Совершался обмен. Живут же рядом с нами Шуры Балагановы, которым надо немного для полного счастья. Как-то жена Минаева не выдержала и подала на него в партком. Оправдываясь, он громогласно заявил:
– Дура, я же тебя предохраняю.
Чёрт его знает, а может быть, он был прав. Через некоторое время за злоупотребления спиртным уволили Льва Ивановича.
          С течением времени руководство научным центром принял Георгий Константинович Скрябин – директор института микробиологии. Однажды в Пущино приехал один из диссидентов- песенников. КГБ предупредило руководство, и зал Дома учёных ему предоставлен не был. Тогда один из научных сотрудников организовал выступление в своей трёхкомнатной квартире. Расправились с ним конкретно: Квартиру отобрали, из института выгнали и принародно в Доме учёных охаяли. Не знаю, что с ним сейчас, а последний раз, когда я слышал о нём, Скрябин был уже академиком.
     Поскольку приближался пуск центральной котельной, учёбу во ВЗМИ я забросил. Наступило время дипломного отпуска, а у меня даже не было утверждённой темы диплома. Мои однокурсники уверяли, что я совершаю глупость: делать диплом со студентами предыдущего курса будет нелегко. Меня убеждали, и я убедился. Мгновенно смотался в Москву и на Московском заводе тепловой автоматики (МЗТА) взял тему: регулятор горения гидравлический унифицированный (РГГУ). Руководителем взялся быть ведущий инженер завода – Славин. Открытым текстом я сказал ему, что времени у меня очень мало и мне нужен практически готовый проект. Он меня понял и дал записку, которую надо было просто переписать. После этого я мотанул во ВЗМИ, утвердил тему, вписался в очередь на защиту предпоследним с нашим курсом.
      Чертежи скопировал быстро и поехал к Славину: мне нужно было нарисовать график переходного процесса регулирования. Я изобразил что-то на свой вкус. Подошёл Славин и сказал, что график нужно строить несколько дней и что он должен выглядеть не так, и нарисовал, каким он приблизительно должен быть. Я зафиксировал его намётки, придал им достойный вид. Славин подписал мне все чертежи, дал бумагу и поручил мне же писать отзыв на свой дипломный проект. Я не стал наглеть, написал скромно, но достойно.   
       Защищаться нужно было послезавтра, а у меня ещё не был подписан лист по технологии. Я узнал адрес рецензента-технолога и утром в 6 часов утра ожидал его у подъезда: был выходной день и он собирался ехать на дачу. Выйдя из дома, он выслушал меня, не глядя подписал лист. К защите я был готов.

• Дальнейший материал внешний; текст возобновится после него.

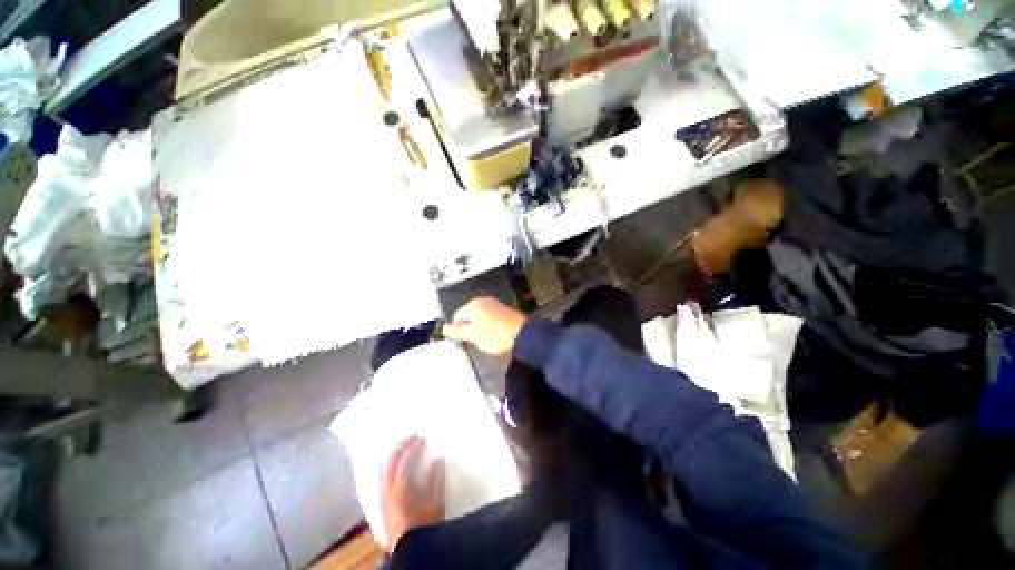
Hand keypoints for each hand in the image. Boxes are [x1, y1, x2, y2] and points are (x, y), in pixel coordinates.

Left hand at [378, 436, 444, 551]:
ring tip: (401, 449)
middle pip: (390, 463)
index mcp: (401, 489)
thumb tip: (439, 459)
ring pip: (382, 471)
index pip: (405, 461)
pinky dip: (387, 470)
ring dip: (392, 457)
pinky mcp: (382, 506)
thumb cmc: (425, 525)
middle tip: (411, 437)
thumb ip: (437, 479)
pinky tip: (391, 469)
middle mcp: (388, 491)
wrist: (411, 551)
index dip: (413, 447)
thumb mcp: (435, 502)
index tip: (422, 437)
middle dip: (400, 447)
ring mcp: (382, 499)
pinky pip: (381, 481)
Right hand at [442, 297, 525, 356]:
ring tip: (485, 341)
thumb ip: (456, 331)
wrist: (524, 337)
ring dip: (479, 330)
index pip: (456, 315)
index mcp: (474, 304)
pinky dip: (489, 328)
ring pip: (479, 319)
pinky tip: (494, 337)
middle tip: (473, 342)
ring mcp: (495, 305)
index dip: (456, 330)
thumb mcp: (472, 335)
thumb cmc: (495, 336)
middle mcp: (484, 301)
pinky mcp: (504, 312)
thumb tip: (444, 328)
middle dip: (468, 329)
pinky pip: (490, 320)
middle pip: (468, 316)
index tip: (462, 341)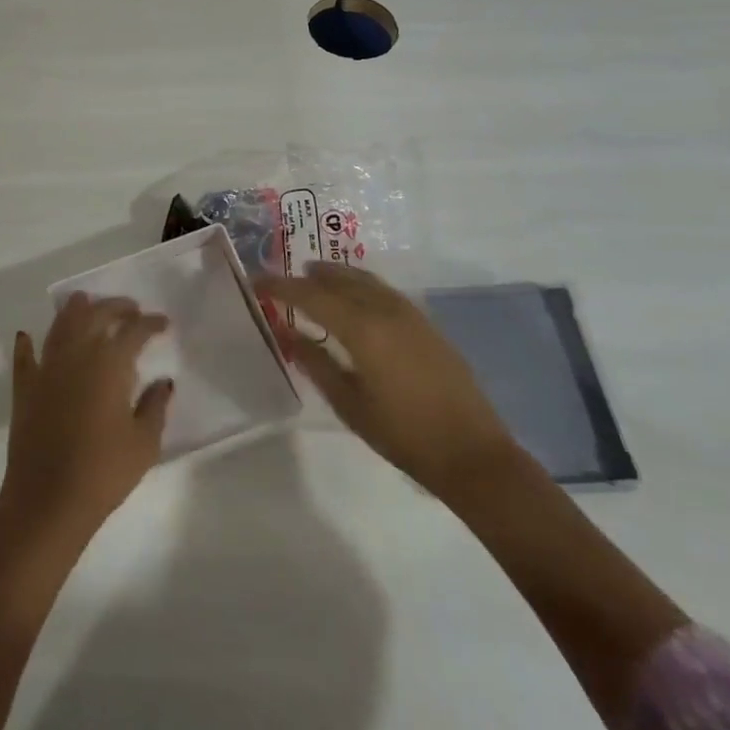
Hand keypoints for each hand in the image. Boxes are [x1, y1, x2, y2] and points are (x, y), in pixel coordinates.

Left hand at [0, 293, 174, 540]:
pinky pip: (24, 358)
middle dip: (115, 307)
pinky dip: (26, 344)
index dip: (150, 324)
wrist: (48, 501)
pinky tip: (26, 336)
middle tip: (131, 309)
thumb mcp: (144, 443)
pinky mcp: (24, 388)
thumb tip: (164, 381)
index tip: (163, 323)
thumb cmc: (104, 472)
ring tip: (85, 301)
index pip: (133, 331)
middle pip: (95, 316)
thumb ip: (155, 406)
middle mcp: (76, 355)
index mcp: (108, 364)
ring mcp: (46, 368)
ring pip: (60, 326)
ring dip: (74, 310)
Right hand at [257, 263, 513, 500]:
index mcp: (362, 328)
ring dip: (334, 275)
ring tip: (312, 277)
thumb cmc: (403, 435)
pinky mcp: (424, 322)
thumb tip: (285, 331)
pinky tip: (352, 297)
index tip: (256, 282)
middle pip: (337, 278)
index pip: (310, 295)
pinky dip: (358, 284)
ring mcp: (409, 313)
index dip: (280, 286)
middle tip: (281, 279)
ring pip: (363, 279)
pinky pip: (381, 290)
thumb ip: (314, 362)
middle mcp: (384, 309)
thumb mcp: (348, 403)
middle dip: (306, 275)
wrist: (473, 455)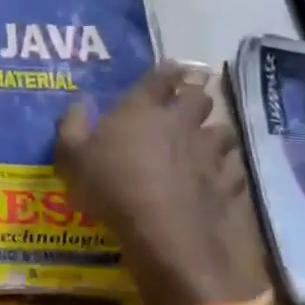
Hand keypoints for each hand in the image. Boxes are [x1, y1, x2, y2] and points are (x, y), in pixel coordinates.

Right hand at [56, 62, 261, 304]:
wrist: (163, 234)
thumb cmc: (111, 188)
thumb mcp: (71, 157)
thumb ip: (71, 126)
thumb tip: (77, 103)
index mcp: (142, 109)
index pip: (160, 77)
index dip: (167, 71)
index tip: (172, 69)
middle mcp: (180, 122)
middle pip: (199, 97)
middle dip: (195, 96)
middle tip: (188, 103)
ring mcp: (208, 153)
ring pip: (222, 130)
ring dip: (214, 132)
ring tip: (206, 141)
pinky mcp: (226, 184)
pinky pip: (234, 168)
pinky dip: (228, 169)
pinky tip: (220, 176)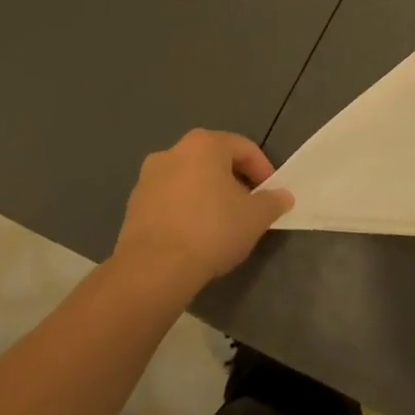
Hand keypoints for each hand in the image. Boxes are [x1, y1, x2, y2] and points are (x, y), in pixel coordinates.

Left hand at [113, 129, 292, 289]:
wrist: (153, 270)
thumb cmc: (212, 230)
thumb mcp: (256, 216)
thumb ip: (273, 201)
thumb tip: (282, 197)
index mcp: (204, 144)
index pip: (244, 148)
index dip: (263, 170)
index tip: (271, 195)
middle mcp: (173, 152)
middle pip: (214, 161)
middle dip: (234, 181)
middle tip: (248, 206)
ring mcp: (148, 179)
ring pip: (189, 180)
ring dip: (207, 195)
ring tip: (221, 223)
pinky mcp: (132, 207)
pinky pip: (170, 200)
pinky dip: (185, 210)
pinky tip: (195, 235)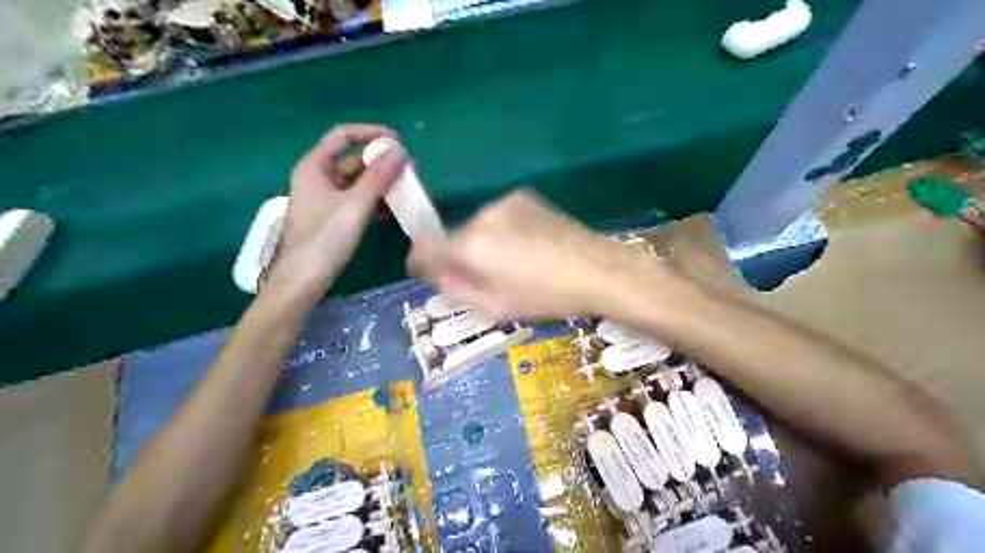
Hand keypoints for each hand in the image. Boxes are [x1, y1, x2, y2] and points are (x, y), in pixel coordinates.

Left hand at [265, 123, 406, 296]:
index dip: (371, 133)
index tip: (399, 142)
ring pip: (358, 181)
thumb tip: (400, 151)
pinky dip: (374, 201)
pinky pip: (357, 199)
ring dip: (382, 183)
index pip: (343, 136)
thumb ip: (378, 177)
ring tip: (407, 190)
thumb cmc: (325, 239)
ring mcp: (325, 198)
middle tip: (412, 170)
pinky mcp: (332, 216)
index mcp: (315, 167)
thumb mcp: (355, 206)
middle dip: (383, 163)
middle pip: (354, 160)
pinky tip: (390, 211)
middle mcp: (319, 177)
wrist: (303, 280)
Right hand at [403, 190, 655, 320]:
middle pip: (453, 237)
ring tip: (512, 262)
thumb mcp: (495, 306)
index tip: (430, 274)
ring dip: (481, 242)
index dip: (421, 264)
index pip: (424, 250)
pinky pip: (498, 216)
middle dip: (458, 257)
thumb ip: (456, 289)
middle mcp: (481, 216)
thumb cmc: (546, 296)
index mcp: (470, 247)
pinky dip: (501, 230)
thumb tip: (438, 276)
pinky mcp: (523, 196)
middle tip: (483, 277)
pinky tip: (527, 245)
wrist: (598, 269)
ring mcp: (503, 202)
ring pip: (476, 226)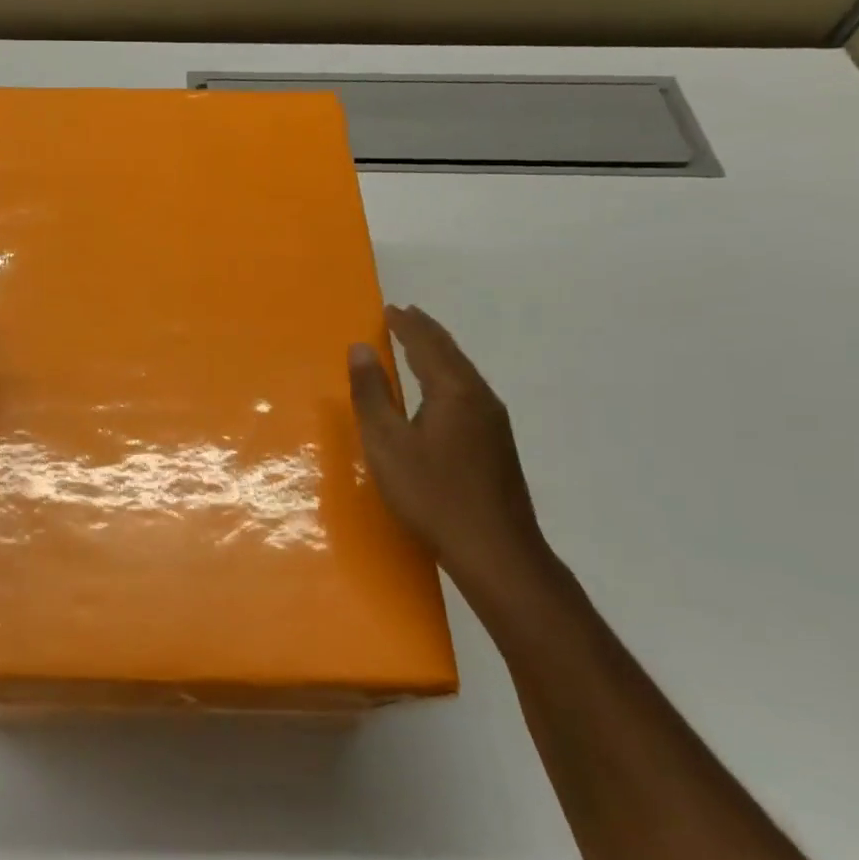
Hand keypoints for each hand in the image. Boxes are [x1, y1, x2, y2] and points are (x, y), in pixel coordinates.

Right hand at [348, 305, 550, 599]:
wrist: (495, 551)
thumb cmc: (432, 494)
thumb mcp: (387, 444)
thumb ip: (372, 394)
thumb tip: (360, 348)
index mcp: (454, 391)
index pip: (427, 344)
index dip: (407, 325)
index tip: (390, 308)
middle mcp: (480, 398)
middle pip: (451, 354)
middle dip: (426, 333)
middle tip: (404, 317)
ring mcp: (494, 423)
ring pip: (463, 374)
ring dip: (438, 354)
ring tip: (417, 346)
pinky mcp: (498, 445)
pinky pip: (468, 393)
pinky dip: (448, 378)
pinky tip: (440, 394)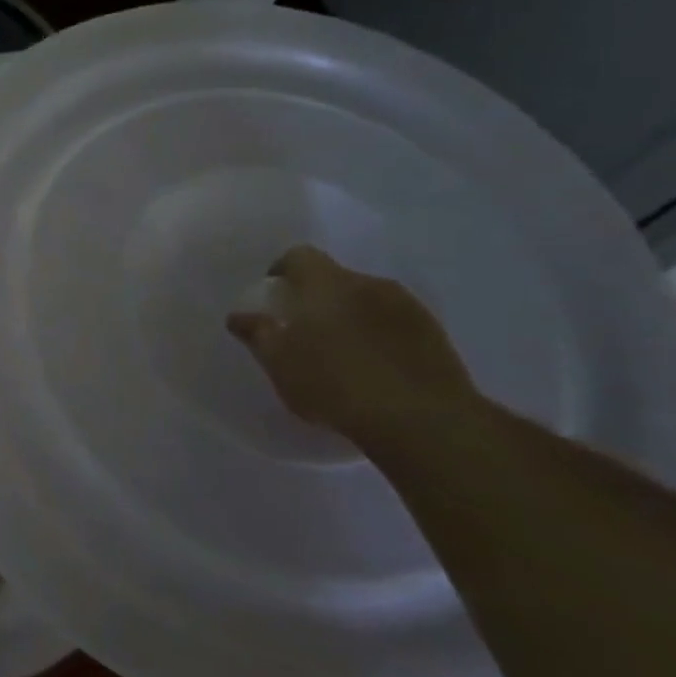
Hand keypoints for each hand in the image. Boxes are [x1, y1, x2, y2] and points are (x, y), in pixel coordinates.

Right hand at [226, 245, 478, 447]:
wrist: (423, 420)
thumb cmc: (334, 384)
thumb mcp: (279, 363)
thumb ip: (257, 333)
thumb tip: (239, 317)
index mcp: (327, 285)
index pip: (299, 256)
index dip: (282, 271)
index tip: (275, 296)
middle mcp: (370, 285)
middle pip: (335, 278)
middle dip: (316, 297)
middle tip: (303, 330)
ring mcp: (409, 308)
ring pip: (367, 300)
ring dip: (350, 316)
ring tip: (340, 352)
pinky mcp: (435, 334)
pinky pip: (394, 322)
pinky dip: (378, 335)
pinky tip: (372, 367)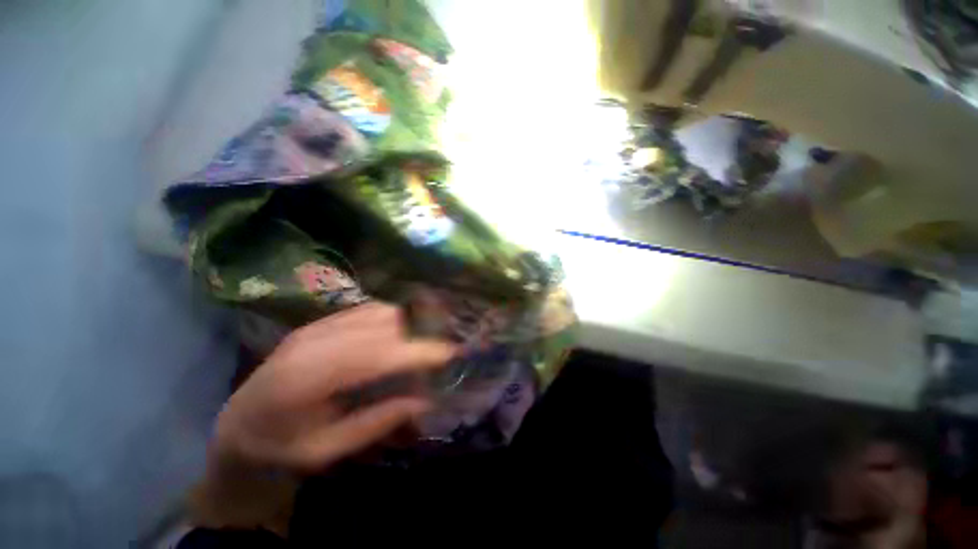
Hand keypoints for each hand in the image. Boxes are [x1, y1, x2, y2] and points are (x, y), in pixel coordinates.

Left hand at [193, 302, 454, 532]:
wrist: (234, 430)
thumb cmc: (278, 450)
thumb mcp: (326, 451)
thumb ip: (377, 422)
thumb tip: (424, 398)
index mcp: (306, 378)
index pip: (376, 353)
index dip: (417, 350)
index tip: (450, 353)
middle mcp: (312, 341)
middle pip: (381, 323)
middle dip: (420, 331)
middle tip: (444, 347)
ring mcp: (315, 326)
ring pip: (377, 311)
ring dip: (408, 321)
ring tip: (427, 339)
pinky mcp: (318, 323)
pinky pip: (366, 310)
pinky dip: (392, 318)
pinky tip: (402, 332)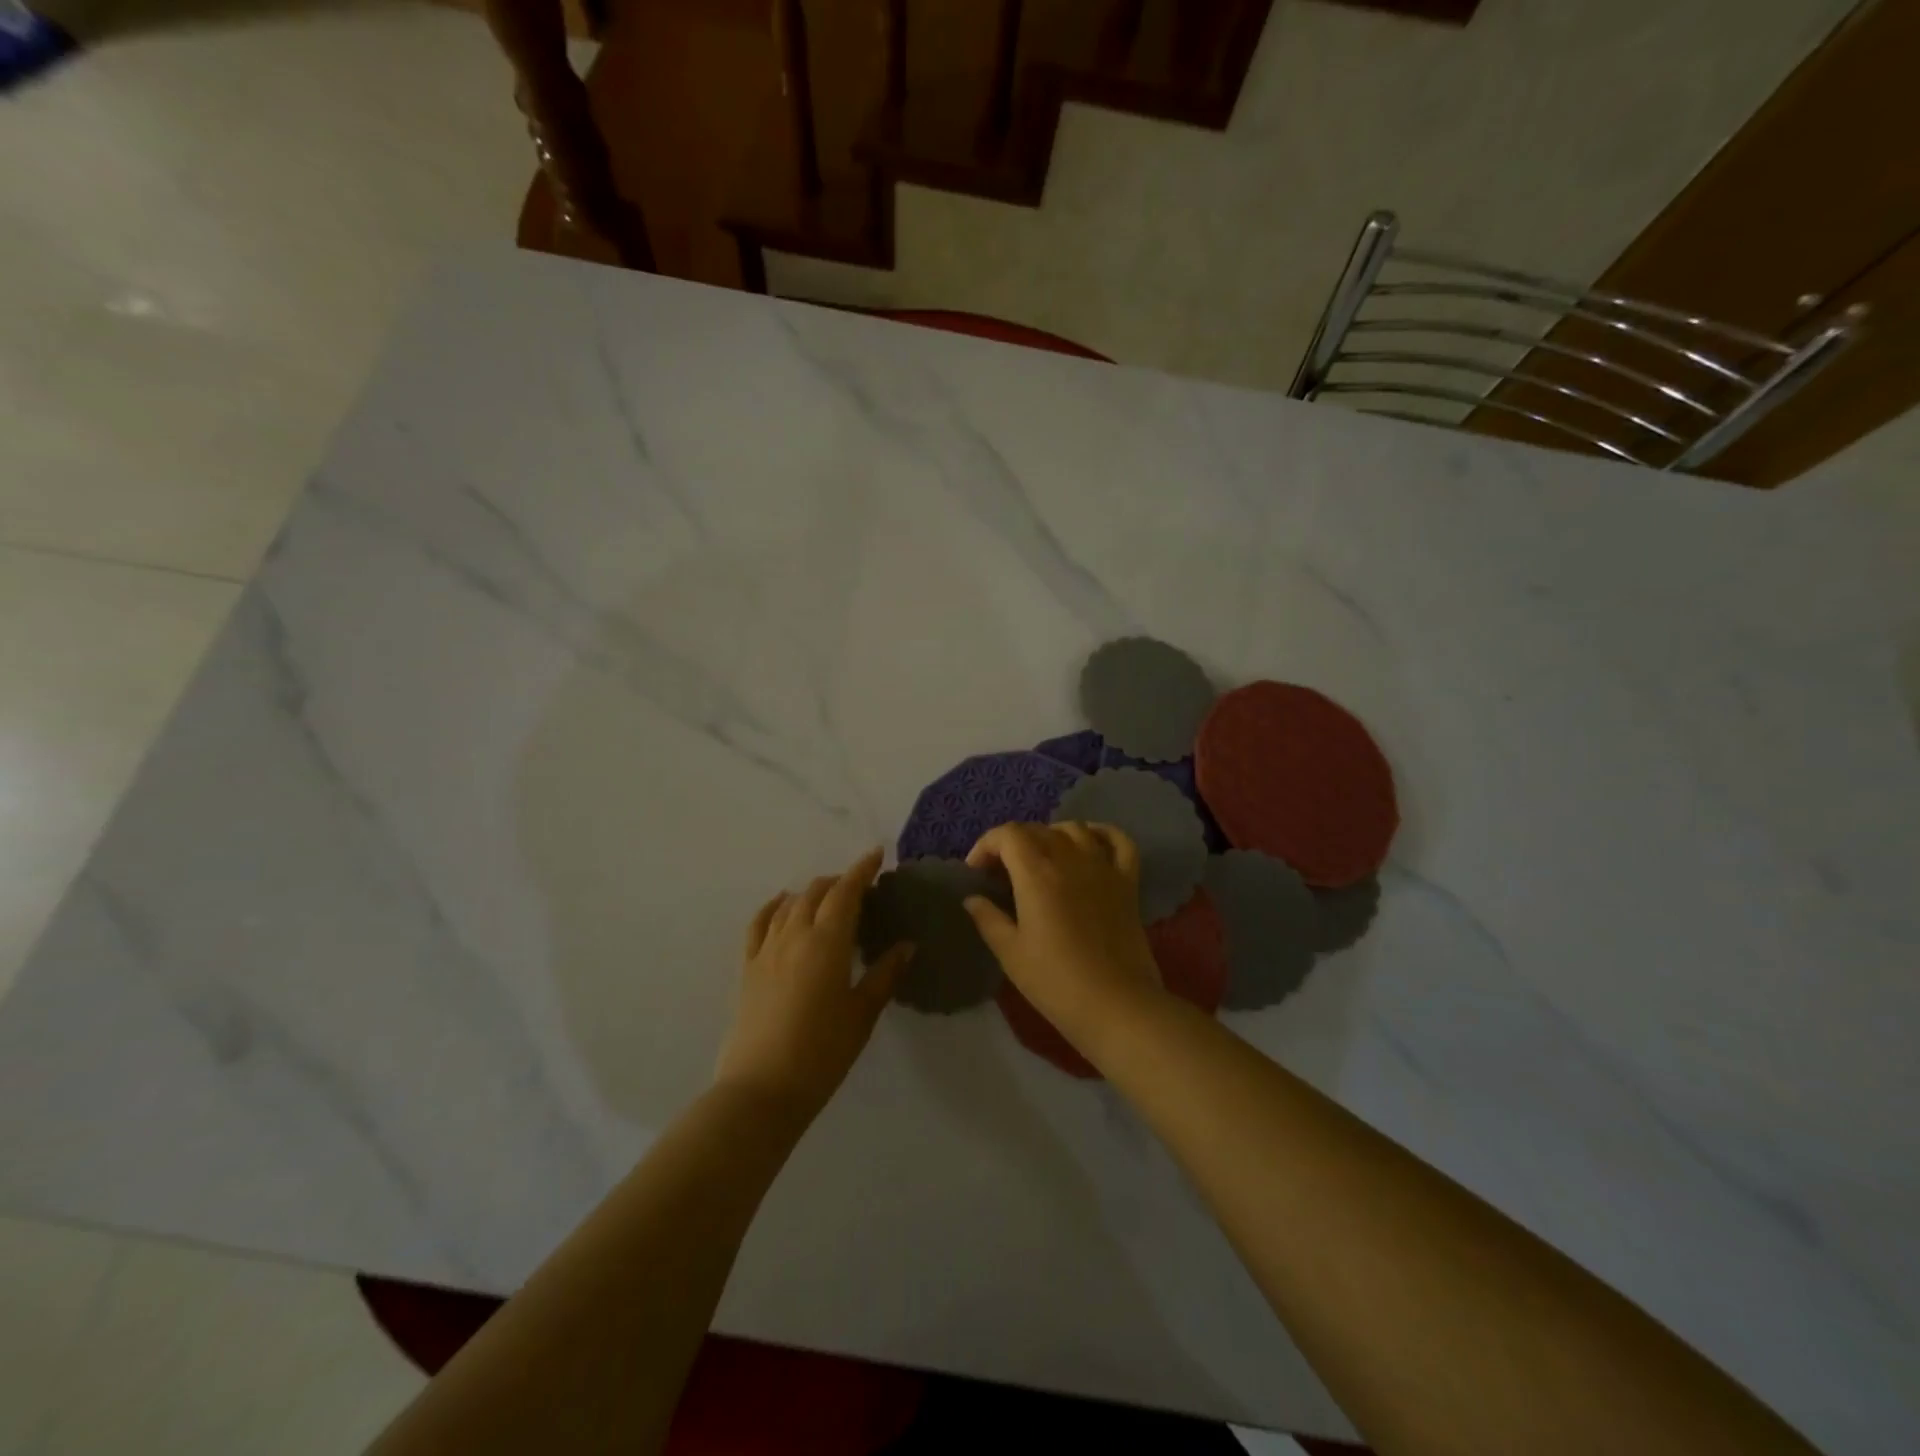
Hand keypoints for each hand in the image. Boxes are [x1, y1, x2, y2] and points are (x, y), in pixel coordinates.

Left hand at [715, 848, 911, 1119]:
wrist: (761, 1088)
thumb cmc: (822, 1052)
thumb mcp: (862, 1014)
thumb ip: (884, 974)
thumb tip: (907, 945)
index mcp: (827, 942)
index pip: (846, 892)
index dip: (862, 870)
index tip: (877, 855)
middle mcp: (795, 935)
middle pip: (817, 892)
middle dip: (840, 882)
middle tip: (860, 888)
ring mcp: (766, 949)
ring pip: (790, 904)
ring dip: (811, 893)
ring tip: (828, 898)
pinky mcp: (747, 967)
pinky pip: (759, 923)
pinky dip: (773, 906)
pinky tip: (782, 903)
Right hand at [963, 822, 1165, 1052]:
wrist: (1116, 1005)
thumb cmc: (1055, 981)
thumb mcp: (1011, 953)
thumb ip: (988, 919)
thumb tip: (972, 898)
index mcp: (1036, 873)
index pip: (1007, 835)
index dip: (986, 845)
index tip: (976, 871)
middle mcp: (1070, 859)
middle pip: (1037, 830)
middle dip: (1013, 842)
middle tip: (1001, 872)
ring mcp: (1103, 867)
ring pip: (1074, 828)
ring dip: (1051, 835)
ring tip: (1041, 858)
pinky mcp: (1128, 881)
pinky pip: (1118, 841)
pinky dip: (1103, 833)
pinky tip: (1091, 841)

    Защита не заняла много времени. Жена ждала меня в коридоре, и когда 10 июня 1966 г. я вышел уже дипломированным инженером, расцеловала. Мы поехали к тёте Тоне. Она тоже поздравила меня, налила стопочку и накормила. А на дорожку дала 10 рублей – хорошие деньги в то время. Отец не среагировал никак – «Защитился? Ну и хорошо».
       А потом мы пускали котельную. Как сейчас говорят, всё было «штатно». Котельная работала на газе. Котлы гудели, приборы работали, автоматика регулировала. Заполняли теплотрассу.
        А в ноябре 1966 года я решил перейти на работу в Институт белкА. Багдаев меня долго не отпускал. Он даже запретил принимать у меня заявление. И только когда я у секретарши подписал копию, акт свершился. Итак, я пошёл в науку.
       Возглавлял институт Александр Сергеевич Спирин – член-корреспондент АН СССР. Кроме Спирина там работали ещё два светила биологии – Птицын и Митин. Приняли меня под начало Привалова, который приехал из Тбилиси. Темой его работы было исследование энергетических характеристик ДНК при плавлении. Мне предстояло изготовить прибор для этих замеров. Спирин, потомственный учёный, занимался синтезом белка. Он был предан науке до самого последнего своего нервика. Когда он занимался экспериментом, всё было подчинено только эксперименту. Люди дневали и ночевали при Спирине. Институт ещё не был построен, и «Белок" арендовал помещения в институте биофизики. Александр Сергеевич свободно говорил на английском языке, а в Англию ездил чаще, чем мы в Серпухов. Привалову прибор я сделал, но задерживаться у него не стал. Зарплата там была нищенская, а перспектив – никаких.